__TASK ITEM__
Take the data below and copy exactly the lines starting at the one with "Build a routing graph from the" and finishing at the one with "Road topology of", both included.

(Saved entries)

■ ■ ■

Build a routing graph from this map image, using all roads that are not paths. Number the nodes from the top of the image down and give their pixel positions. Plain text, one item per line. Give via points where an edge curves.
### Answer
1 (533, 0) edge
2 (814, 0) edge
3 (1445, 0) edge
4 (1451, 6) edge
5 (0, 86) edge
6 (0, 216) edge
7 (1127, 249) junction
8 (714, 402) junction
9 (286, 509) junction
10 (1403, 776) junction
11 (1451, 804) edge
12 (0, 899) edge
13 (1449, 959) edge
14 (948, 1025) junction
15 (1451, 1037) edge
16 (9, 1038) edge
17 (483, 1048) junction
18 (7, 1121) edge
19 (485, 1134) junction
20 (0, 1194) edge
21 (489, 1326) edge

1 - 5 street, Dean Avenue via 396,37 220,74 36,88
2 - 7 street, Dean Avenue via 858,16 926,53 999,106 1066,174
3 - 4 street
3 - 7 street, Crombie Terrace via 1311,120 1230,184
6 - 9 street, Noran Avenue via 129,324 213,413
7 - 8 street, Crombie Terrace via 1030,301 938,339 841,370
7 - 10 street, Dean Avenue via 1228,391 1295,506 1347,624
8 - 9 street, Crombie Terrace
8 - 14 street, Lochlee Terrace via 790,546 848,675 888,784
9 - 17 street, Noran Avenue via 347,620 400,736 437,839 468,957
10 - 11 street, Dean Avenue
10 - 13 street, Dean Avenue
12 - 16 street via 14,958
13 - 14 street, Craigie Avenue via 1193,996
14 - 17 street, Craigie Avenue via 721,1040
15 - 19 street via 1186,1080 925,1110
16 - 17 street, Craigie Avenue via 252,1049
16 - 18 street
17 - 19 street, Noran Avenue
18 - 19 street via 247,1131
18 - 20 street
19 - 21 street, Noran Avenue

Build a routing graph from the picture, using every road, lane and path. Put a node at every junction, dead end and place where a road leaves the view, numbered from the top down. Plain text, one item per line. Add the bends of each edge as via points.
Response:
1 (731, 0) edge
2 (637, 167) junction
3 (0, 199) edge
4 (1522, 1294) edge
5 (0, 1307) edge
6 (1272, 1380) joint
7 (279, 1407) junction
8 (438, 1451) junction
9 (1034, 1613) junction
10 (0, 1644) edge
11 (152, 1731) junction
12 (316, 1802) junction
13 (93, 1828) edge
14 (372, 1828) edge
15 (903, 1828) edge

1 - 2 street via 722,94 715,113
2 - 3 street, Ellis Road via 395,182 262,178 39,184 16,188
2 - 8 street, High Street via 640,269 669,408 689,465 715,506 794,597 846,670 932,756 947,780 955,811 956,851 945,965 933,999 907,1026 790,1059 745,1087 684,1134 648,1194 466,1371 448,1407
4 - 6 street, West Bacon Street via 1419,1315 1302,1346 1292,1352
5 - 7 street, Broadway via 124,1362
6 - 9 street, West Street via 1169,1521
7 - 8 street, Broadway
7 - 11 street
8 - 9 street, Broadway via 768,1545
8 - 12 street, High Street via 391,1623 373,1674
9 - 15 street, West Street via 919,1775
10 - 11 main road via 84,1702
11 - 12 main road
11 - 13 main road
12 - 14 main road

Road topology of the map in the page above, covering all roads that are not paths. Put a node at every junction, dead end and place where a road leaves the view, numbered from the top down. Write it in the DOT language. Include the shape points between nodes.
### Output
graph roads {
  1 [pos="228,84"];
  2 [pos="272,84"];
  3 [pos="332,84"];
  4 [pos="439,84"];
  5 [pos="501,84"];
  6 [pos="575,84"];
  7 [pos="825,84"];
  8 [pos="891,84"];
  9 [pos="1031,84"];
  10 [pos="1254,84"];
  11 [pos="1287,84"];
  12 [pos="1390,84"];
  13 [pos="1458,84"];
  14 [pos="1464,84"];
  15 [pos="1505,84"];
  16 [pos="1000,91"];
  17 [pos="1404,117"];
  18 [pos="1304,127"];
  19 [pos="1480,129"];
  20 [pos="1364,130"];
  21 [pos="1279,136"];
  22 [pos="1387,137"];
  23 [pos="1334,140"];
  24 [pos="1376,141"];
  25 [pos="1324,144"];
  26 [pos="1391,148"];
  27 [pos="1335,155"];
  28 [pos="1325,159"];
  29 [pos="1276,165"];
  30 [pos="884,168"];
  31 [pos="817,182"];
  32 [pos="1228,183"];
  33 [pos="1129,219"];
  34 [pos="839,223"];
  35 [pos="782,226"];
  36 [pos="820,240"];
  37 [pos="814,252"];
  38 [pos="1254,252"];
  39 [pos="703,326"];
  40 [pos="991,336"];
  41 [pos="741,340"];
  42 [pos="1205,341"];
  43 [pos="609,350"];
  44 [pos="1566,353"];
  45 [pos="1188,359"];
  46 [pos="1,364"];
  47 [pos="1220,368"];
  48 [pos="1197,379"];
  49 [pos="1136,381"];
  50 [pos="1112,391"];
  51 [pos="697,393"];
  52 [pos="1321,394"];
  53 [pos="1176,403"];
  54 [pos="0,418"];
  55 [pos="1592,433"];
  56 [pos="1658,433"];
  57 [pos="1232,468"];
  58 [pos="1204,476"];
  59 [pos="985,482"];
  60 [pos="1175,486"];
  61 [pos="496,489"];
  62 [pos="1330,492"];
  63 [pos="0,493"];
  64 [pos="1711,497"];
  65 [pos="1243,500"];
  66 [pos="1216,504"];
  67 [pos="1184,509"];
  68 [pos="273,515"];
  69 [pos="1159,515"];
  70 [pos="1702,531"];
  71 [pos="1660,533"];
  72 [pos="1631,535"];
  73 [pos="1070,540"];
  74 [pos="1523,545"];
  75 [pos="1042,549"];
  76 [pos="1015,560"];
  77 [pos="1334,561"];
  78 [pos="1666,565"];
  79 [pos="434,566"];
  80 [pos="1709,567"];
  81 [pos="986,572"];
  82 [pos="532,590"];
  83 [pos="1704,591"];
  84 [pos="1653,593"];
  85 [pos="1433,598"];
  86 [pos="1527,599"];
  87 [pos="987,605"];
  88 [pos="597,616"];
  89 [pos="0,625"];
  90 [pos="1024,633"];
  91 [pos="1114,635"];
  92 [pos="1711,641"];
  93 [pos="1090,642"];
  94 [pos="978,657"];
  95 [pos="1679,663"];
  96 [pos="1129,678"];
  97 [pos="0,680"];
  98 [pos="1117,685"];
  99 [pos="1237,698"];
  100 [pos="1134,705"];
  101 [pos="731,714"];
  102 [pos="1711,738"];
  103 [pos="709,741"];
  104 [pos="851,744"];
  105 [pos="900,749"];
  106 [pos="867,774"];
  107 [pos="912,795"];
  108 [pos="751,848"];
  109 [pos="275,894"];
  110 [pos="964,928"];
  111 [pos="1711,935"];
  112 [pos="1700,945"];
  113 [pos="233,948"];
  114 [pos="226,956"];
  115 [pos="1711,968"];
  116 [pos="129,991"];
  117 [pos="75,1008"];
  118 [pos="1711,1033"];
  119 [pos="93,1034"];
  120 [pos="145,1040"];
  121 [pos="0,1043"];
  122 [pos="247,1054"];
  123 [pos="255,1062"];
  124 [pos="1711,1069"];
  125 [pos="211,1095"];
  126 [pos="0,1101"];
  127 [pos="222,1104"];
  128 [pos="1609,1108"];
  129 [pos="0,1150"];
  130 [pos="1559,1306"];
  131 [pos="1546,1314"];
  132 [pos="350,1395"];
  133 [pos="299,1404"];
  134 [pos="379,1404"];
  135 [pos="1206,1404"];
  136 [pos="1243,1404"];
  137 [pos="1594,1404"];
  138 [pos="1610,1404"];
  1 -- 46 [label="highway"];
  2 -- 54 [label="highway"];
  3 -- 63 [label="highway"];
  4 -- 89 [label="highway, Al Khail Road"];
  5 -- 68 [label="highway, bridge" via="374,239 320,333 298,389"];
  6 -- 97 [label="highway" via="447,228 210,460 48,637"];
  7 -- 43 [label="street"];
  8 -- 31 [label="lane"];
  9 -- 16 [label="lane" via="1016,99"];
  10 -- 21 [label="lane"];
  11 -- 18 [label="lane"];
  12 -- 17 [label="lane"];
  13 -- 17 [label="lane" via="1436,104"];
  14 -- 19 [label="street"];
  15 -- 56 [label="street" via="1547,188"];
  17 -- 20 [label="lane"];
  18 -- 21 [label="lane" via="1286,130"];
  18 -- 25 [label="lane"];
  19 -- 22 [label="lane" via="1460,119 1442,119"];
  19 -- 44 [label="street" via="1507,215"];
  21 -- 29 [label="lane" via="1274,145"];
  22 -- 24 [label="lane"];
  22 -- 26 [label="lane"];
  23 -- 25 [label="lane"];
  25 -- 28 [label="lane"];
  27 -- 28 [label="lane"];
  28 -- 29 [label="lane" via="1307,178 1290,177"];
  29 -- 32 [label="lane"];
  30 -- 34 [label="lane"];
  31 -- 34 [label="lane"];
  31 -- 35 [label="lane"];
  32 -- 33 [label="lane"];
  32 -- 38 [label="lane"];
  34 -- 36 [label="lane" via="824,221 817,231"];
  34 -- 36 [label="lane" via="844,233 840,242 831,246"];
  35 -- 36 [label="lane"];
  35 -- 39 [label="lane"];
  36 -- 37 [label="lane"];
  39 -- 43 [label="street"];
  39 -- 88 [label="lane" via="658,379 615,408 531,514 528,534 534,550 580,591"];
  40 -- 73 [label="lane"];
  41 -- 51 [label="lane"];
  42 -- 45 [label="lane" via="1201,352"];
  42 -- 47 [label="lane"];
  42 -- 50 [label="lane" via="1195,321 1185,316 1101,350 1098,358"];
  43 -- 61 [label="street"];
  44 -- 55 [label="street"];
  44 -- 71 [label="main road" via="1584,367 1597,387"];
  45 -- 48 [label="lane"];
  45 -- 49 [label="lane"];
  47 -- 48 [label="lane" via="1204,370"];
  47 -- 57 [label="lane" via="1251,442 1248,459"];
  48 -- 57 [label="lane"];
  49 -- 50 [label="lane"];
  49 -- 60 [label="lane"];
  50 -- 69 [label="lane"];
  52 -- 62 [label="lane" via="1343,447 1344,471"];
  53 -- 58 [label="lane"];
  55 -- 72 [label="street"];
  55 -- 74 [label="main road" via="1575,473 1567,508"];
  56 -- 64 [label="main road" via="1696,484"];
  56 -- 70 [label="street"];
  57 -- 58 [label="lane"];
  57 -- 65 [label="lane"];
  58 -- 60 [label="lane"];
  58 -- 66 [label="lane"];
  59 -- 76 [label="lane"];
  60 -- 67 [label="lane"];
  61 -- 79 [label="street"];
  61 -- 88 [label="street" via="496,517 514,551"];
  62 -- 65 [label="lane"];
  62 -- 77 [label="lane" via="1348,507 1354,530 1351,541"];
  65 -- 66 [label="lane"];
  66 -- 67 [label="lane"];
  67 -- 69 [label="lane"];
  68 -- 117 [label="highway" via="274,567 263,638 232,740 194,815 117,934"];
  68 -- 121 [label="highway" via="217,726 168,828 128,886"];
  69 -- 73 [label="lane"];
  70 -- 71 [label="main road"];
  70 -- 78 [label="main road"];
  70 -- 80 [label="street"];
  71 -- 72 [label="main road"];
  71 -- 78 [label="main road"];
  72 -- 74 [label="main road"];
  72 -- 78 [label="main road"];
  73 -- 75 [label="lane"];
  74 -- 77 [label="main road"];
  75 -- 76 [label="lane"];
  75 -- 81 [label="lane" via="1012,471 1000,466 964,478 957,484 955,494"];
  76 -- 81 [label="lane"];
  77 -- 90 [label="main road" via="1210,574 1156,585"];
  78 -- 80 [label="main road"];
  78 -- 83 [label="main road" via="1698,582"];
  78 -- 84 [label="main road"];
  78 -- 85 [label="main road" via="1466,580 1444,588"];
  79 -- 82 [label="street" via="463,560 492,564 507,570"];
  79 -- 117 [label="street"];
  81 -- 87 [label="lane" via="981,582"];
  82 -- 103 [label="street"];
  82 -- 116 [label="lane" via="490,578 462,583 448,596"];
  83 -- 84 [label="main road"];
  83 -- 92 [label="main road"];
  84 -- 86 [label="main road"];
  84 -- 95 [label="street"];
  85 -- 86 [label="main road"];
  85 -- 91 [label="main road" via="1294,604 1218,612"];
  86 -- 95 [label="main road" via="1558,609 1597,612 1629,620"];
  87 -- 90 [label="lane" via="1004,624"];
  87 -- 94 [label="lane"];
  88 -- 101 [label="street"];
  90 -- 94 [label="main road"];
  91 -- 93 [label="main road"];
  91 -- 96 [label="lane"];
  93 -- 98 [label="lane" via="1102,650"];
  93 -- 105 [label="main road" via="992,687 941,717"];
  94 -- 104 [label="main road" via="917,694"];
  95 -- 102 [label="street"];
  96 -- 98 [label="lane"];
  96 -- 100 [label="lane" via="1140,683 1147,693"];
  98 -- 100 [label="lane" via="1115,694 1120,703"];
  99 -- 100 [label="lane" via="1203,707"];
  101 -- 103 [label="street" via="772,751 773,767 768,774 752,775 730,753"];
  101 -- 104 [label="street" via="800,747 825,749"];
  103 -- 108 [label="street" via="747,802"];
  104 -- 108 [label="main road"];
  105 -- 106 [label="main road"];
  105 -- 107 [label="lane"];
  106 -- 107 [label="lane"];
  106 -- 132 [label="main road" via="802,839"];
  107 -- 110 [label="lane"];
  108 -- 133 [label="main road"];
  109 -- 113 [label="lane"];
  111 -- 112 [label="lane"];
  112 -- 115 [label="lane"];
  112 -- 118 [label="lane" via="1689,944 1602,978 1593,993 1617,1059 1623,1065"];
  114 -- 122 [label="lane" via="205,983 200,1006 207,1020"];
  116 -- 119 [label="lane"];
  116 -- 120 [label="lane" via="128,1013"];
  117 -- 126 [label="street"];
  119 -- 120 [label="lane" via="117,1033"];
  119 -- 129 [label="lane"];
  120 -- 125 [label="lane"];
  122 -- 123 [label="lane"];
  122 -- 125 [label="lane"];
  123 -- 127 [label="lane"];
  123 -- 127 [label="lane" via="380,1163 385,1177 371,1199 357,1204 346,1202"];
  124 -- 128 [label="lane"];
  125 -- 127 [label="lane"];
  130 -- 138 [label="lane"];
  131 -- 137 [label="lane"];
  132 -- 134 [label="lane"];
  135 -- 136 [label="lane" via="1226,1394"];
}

■ ■ ■

__TASK SOLUTION__
Build a routing graph from the picture, using every road, lane and path. Put a node at every junction, dead end and place where a road leaves the view, numbered from the top down. Plain text, one item per line. Add the bends of each edge as via points.
Response:
1 (731, 0) edge
2 (637, 167) junction
3 (0, 199) edge
4 (1522, 1294) edge
5 (0, 1307) edge
6 (1272, 1380) joint
7 (279, 1407) junction
8 (438, 1451) junction
9 (1034, 1613) junction
10 (0, 1644) edge
11 (152, 1731) junction
12 (316, 1802) junction
13 (93, 1828) edge
14 (372, 1828) edge
15 (903, 1828) edge

1 - 2 street via 722,94 715,113
2 - 3 street, Ellis Road via 395,182 262,178 39,184 16,188
2 - 8 street, High Street via 640,269 669,408 689,465 715,506 794,597 846,670 932,756 947,780 955,811 956,851 945,965 933,999 907,1026 790,1059 745,1087 684,1134 648,1194 466,1371 448,1407
4 - 6 street, West Bacon Street via 1419,1315 1302,1346 1292,1352
5 - 7 street, Broadway via 124,1362
6 - 9 street, West Street via 1169,1521
7 - 8 street, Broadway
7 - 11 street
8 - 9 street, Broadway via 768,1545
8 - 12 street, High Street via 391,1623 373,1674
9 - 15 street, West Street via 919,1775
10 - 11 main road via 84,1702
11 - 12 main road
11 - 13 main road
12 - 14 main road

Road topology of the map in the page above, covering all roads that are not paths. Put a node at every junction, dead end and place where a road leaves the view, numbered from the top down. Write it in the DOT language. Include the shape points between nodes.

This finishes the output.